On a computer, sets are often represented rather "indirectly / implicitly", e.g. in terms of some properties that they or their members satisfy. But some sets can be represented more "directly / explicitly", in the sense that the representation either directly contains, or gives an algorithm for enumerating, a representation of every individual element of the set. I realize that might still be quite a vague distinction, but hopefully it'll be clear enough for what follows.

Any "directly represented" set must of course be countable, and hence well-orderable regardless of one's stance on the axiom of choice. But more than that, the representation of the set must actually come with a particular well-ordering, since the elements must be represented or enumerated in some order regardless of whether that order is actually used for anything else. It's possible to some extent to work with such direct representations of sets without caring about the ordering, but one must first define an appropriate notion of equivalence up to reordering.

What would happen if we made such (implicitly) well-ordered countable sets the basis for a form of set theory, insisting on some sort of ω-rule to avoid ω-inconsistency, and then treated uncountable sets e.g. as proper classes, or as sets whose only properties we can discuss are those pertaining to their well-ordered countable subsets [edit: or quotients]? Has such a theory been characterized?

  • What would we still be able to prove? What statements would definitely be independent of such a theory?
  • What about statements in-between, where the definiteness depended on the precise formulation of the theory?
  • What kinds of nonstandard models could such a theory have?

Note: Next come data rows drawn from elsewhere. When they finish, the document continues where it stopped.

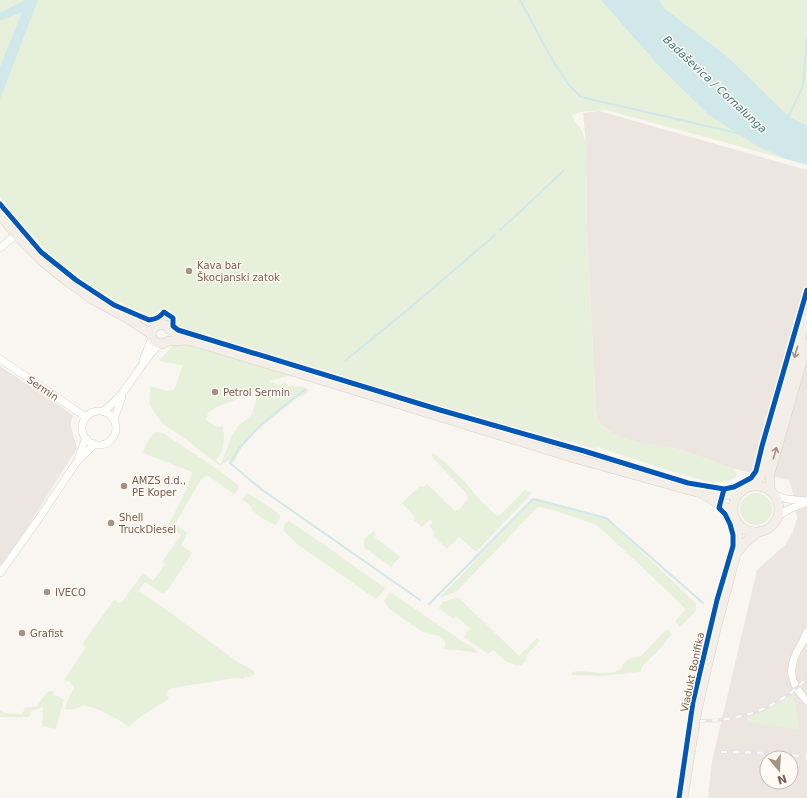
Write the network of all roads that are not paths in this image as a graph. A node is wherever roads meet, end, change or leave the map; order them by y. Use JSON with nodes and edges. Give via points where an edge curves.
{"nodes":[{"id":1,"x":0,"y":215,"type":"edge"},
{"id":2,"x":16,"y":235,"type":"junction"},
{"id":3,"x":0,"y":248,"type":"edge"},
{"id":4,"x":807,"y":315,"type":"edge"},
{"id":5,"x":128,"y":318,"type":"junction"},
{"id":6,"x":156,"y":326,"type":"junction"},
{"id":7,"x":169,"y":330,"type":"junction"},
{"id":8,"x":152,"y":336,"type":"junction"},
{"id":9,"x":188,"y":340,"type":"junction"},
{"id":10,"x":164,"y":342,"type":"junction"},
{"id":11,"x":807,"y":344,"type":"edge"},
{"id":12,"x":0,"y":359,"type":"edge"},
{"id":13,"x":138,"y":371,"type":"junction"},
{"id":14,"x":124,"y":392,"type":"junction"},
{"id":15,"x":103,"y":411,"type":"junction"},
{"id":16,"x":86,"y":417,"type":"junction"},
{"id":17,"x":114,"y":419,"type":"junction"},
{"id":18,"x":86,"y":438,"type":"junction"},
{"id":19,"x":95,"y":444,"type":"junction"},
{"id":20,"x":78,"y":460,"type":"junction"},
{"id":21,"x":745,"y":489,"type":"junction"},
{"id":22,"x":700,"y":493,"type":"junction"},
{"id":23,"x":772,"y":493,"type":"junction"},
{"id":24,"x":807,"y":502,"type":"edge"},
{"id":25,"x":732,"y":511,"type":"junction"},
{"id":26,"x":777,"y":518,"type":"junction"},
{"id":27,"x":737,"y":523,"type":"junction"},
{"id":28,"x":758,"y":532,"type":"junction"},
{"id":29,"x":736,"y":554,"type":"junction"},
{"id":30,"x":0,"y":573,"type":"edge"},
{"id":31,"x":807,"y":632,"type":"edge"},
{"id":32,"x":804,"y":640,"type":"edge"},
{"id":33,"x":807,"y":701,"type":"edge"},
{"id":34,"x":683,"y":798,"type":"edge"}],
"edges":[{"from":1,"to":2,"type":"main road"},
{"from":2,"to":3,"type":"street"},
{"from":2,"to":5,"type":"main road","via":[[41,260],[92,300]]},
{"from":4,"to":21,"type":"main road","one_way":true,"via":[[760,477]]},
{"from":5,"to":6,"type":"main road"},
{"from":5,"to":8,"type":"main road"},
{"from":6,"to":7,"type":"main road","via":[[162,324]]},
{"from":6,"to":8,"type":"main road","via":[[152,329]]},
{"from":7,"to":9,"type":"main road"},
{"from":7,"to":10,"type":"main road","via":[[170,336]]},
{"from":8,"to":10,"type":"main road","via":[[156,342]]},
{"from":8,"to":13,"type":"street"},
{"from":9,"to":10,"type":"main road"},
{"from":9,"to":22,"type":"main road","via":[[574,458]]},
{"from":10,"to":13,"type":"street"},
{"from":23,"to":11,"type":"main road","one_way":true,"via":[[770,473]]},
{"from":12,"to":16,"type":"street","name":"Sermin"},
{"from":13,"to":14,"type":"street"},
{"from":14,"to":15,"type":"street"},
{"from":14,"to":17,"type":"street"},
{"from":15,"to":16,"type":"street","via":[[94,412]]},
{"from":15,"to":17,"type":"street"},
{"from":16,"to":18,"type":"street","via":[[82,428]]},
{"from":17,"to":19,"type":"street","via":[[116,431],[112,438],[106,443]]},
{"from":18,"to":19,"type":"street"},
{"from":18,"to":20,"type":"street"},
{"from":19,"to":20,"type":"street"},
{"from":20,"to":30,"type":"street"},
{"from":21,"to":22,"type":"main road","via":[[722,495]]},
{"from":21,"to":23,"type":"main road","via":[[760,486]]},
{"from":21,"to":25,"type":"main road","via":[[734,500]]},
{"from":22,"to":25,"type":"main road"},
{"from":23,"to":24,"type":"street","via":[[787,500]]},
{"from":23,"to":26,"type":"main road","via":[[779,508]]},
{"from":24,"to":26,"type":"street","via":[[786,510]]},
{"from":25,"to":27,"type":"main road"},
{"from":26,"to":28,"type":"main road","via":[[767,529]]},
{"from":27,"to":28,"type":"main road","via":[[746,530]]},
{"from":27,"to":29,"type":"main road"},
{"from":28,"to":29,"type":"main road"},
{"from":29,"to":34,"type":"main road","via":[[703,683]]},
{"from":31,"to":32,"type":"street"},
{"from":32,"to":33,"type":"street","via":[[791,666],[794,684]]}]}
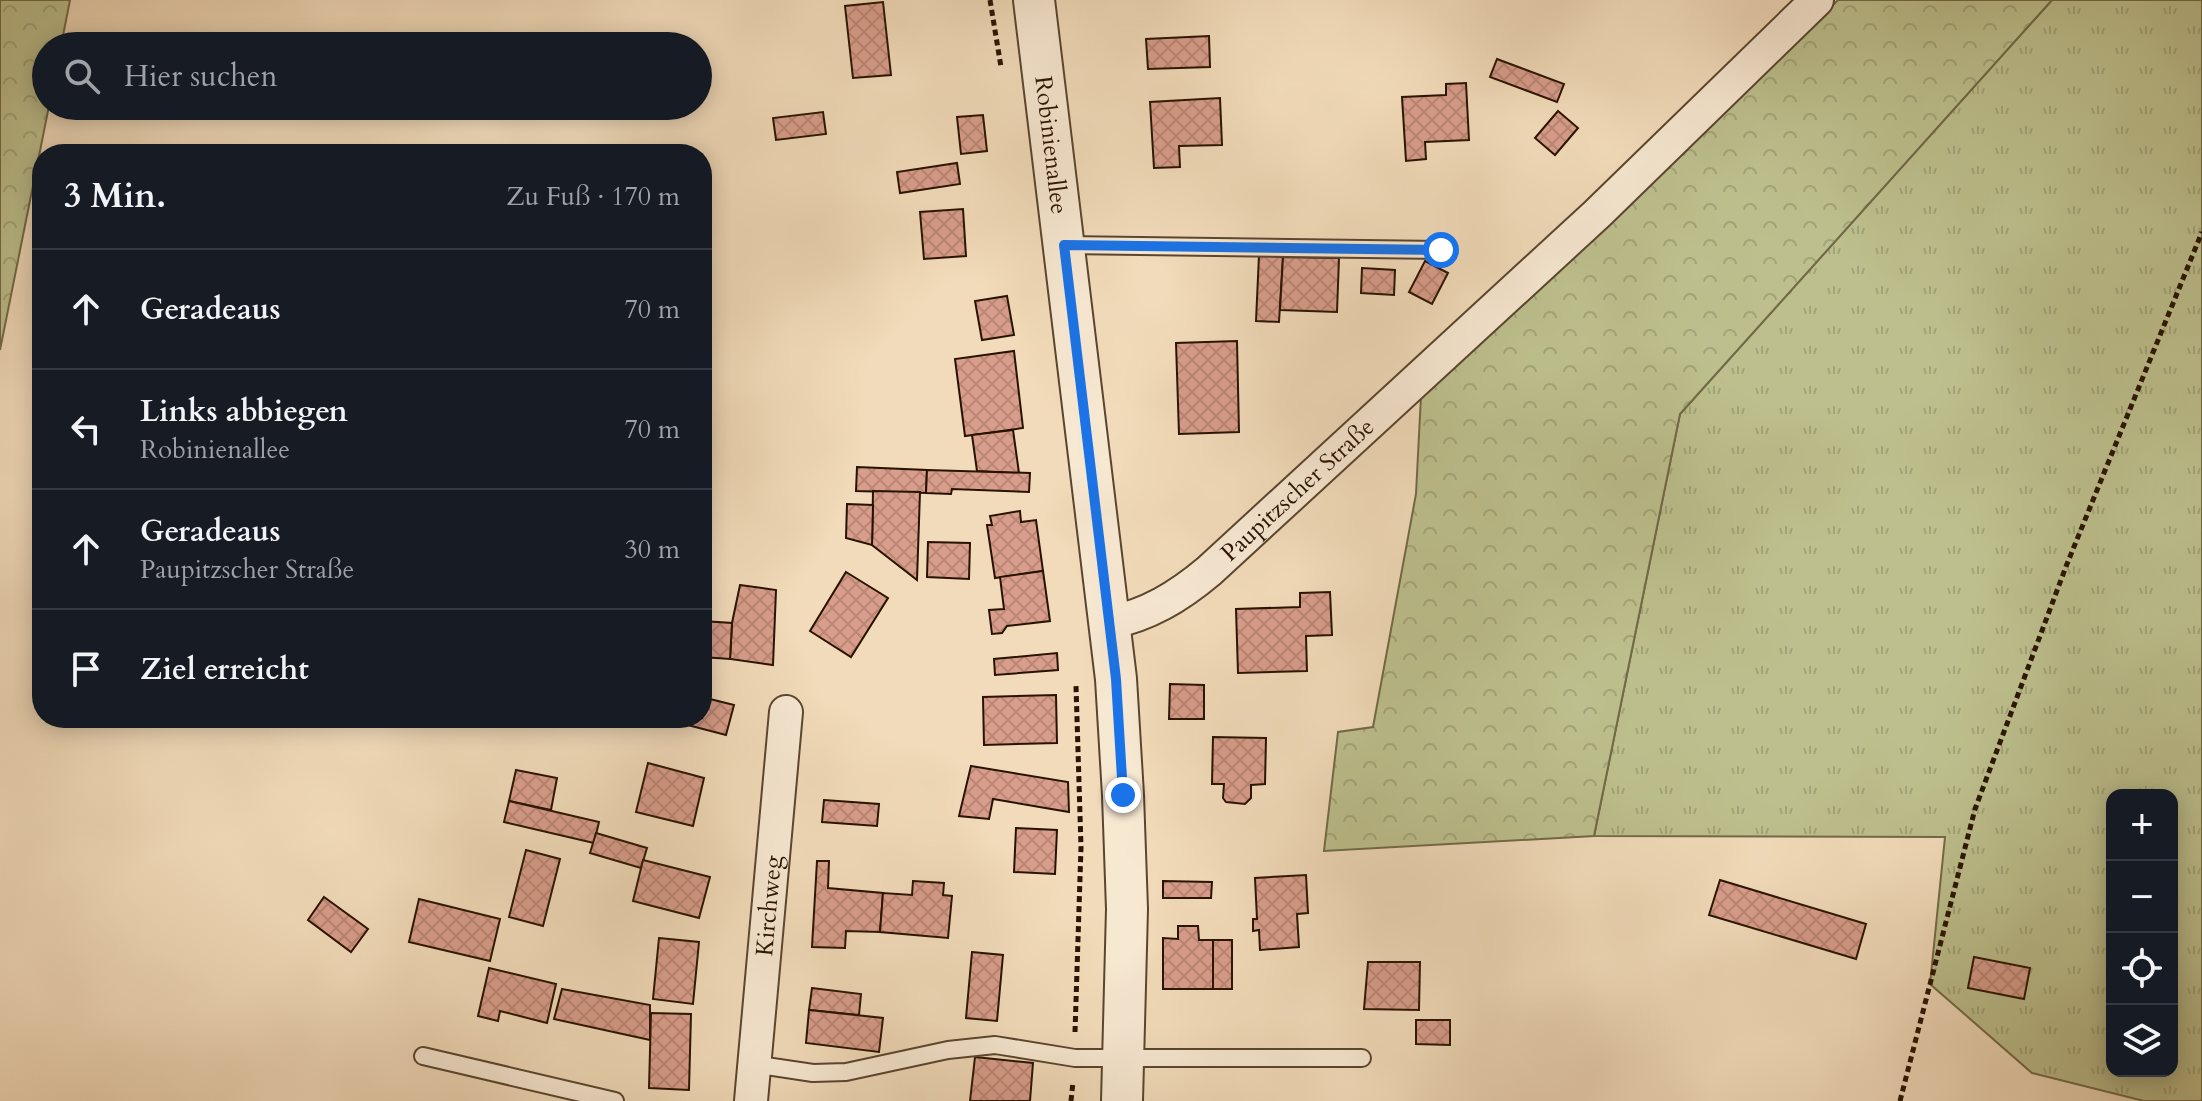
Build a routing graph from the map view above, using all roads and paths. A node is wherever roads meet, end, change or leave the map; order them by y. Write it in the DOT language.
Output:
graph roads {
  1 [pos="1034,0"];
  2 [pos="1817,0"];
  3 [pos="2202,232"];
  4 [pos="1064,245"];
  5 [pos="1441,250"];
  6 [pos="1109,623"];
  7 [pos="1076,680"];
  8 [pos="786,712"];
  9 [pos="423,1056"];
  10 [pos="1075,1058"];
  11 [pos="1362,1058"];
  12 [pos="1125,1059"];
  13 [pos="753,1064"];
  14 [pos="615,1101"];
  15 [pos="751,1101"];
  16 [pos="1122,1101"];
  17 [pos="1900,1101"];
  1 -- 4 [label="street, Robinienallee"];
  2 -- 6 [label="street, Paupitzscher Straße"];
  3 -- 17 [label="path"];
  4 -- 5 [label="lane"];
  4 -- 6 [label="street, Robinienallee"];
  6 -- 12 [label="street"];
  7 -- 10 [label="path"];
  8 -- 13 [label="street, Kirchweg"];
  9 -- 14 [label="lane"];
  10 -- 12 [label="lane"];
  10 -- 13 [label="lane"];
  11 -- 12 [label="lane"];
  12 -- 16 [label="street"];
  13 -- 15 [label="street, Kirchweg"];
}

Edit: I realize that one possible ambiguity is which countable well-orders are allowed in this theory. My intended meaning was that only well-ordered sets of type ≤ω would be given a priori, but at least some ordinals larger than this could be modelled in the sense that if X has given order-type ω then we can construct X×X, also with given order-type ω (via e.g. Cantor's pairing function) and then construct a well-ordering relation on X×X of type ω2, say.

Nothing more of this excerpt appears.